Summary
Definitions (terms test, generalization, and prediction are used interchangeably):
- Test error (extra-sample error): $$Err_{\mathcal{T}} = E_{X^0,Y^0}[L(Y^0, \hat{f}(X^0)) \lvert \mathcal{T}]$$
- Expected prediction error (EPE): $$Err = E_{\mathcal{T}}[Err_{\mathcal{T}}] = E_\mathcal{T} E_{X^0,Y^0}[L(Y^0, \hat{f}(X^0)) \lvert \mathcal{T}]$$
- Training error: $$\overline{err} = \frac{1}{N} \sum^N_{i=1} L(y_i, \hat{f}(x_i))$$
- In-sample error: $$Err_{in} = \frac{1}{N} \sum^N_{i=1} E_{Y^0}[L(Y^0_i, \hat{f}(x_i)) \lvert \mathcal{T}]$$ (observe new response $Y_i^0$ at each training input $x_i$)
- Optimism: $\text{op} = Err_{in} - \overline{err}$
- Expected optimism: $\omega = E_\mathbf{y}(\text{op})$ (predictors are fixed, expectation over training set outcomes $\mathbf{y}$)
$\overline{err}$ is not a good estimate of test error, since $\overline{err}$ drops to zero as we increase model complexity.
While our goal is to estimate $Err_{\mathcal{T}}$, we often estimate $Err$. Similarly, estimate $\omega$ rather than $\text{op}$.
For squared, 0-1, and other loss functions, $\omega = \frac{2}{N} \sum^N_{i=1} Cov(\hat{y_i}, y_i)$, “how strongly $y_i$ affects its own prediction”. $\omega = \frac{2}{N} d \sigma^2_\varepsilon$ for linear fit $\hat{y_i}$ and approximately for other losses.
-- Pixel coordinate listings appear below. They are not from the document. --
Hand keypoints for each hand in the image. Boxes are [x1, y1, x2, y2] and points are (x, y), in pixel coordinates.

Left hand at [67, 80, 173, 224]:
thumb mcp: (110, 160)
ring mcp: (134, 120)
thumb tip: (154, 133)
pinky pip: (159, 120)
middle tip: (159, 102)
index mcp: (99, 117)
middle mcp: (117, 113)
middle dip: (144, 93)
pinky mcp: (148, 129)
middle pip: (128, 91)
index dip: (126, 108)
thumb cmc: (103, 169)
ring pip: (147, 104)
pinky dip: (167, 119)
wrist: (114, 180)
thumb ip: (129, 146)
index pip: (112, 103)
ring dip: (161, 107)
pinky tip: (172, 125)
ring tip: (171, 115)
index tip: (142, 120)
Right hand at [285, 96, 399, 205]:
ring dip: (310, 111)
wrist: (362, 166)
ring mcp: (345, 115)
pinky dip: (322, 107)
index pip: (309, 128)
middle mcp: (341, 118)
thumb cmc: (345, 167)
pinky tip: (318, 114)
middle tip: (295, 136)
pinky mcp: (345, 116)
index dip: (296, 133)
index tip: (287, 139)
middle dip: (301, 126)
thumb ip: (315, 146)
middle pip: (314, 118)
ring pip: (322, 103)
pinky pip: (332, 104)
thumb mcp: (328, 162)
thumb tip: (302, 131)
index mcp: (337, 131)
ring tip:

Optimism $\uparrow$ as $d \uparrow$ and $N \downarrow$.
AIC and BIC proxy $Err$ by estimating $Err_{in}$ as $\overline{err} + \hat{\omega}$. Cross-validation and bootstrap directly estimate the $Err$. Comparing relative in-sample errors are effective for model selection.
Exercises
$\require{cancel}$
7.1
Show (7.23)
We assume additive error model, so $Var(y) = \sigma^2_\varepsilon I$.
$$ \begin{align*} \sum_{i=1}^N Cov(\hat{y_i}, y_i) &= tr[Cov(\hat{y}, y)] \ &= tr[E[(\hat{y} - E[\hat{y}])(y - E[y])^T]] \ &= tr[X(X^TX)^{-1}X^T \cancelto{Var(y) = \sigma^2_\varepsilon I_N}{E[(y - E[y])(y - E[y])^T]}] \ &= d \sigma^2_\varepsilon \end{align*} $$
where all expectations are over $y$.
7.4
See Weatherwax solution, contributed by Franklin Wang. I think the solution below uses same assumptions.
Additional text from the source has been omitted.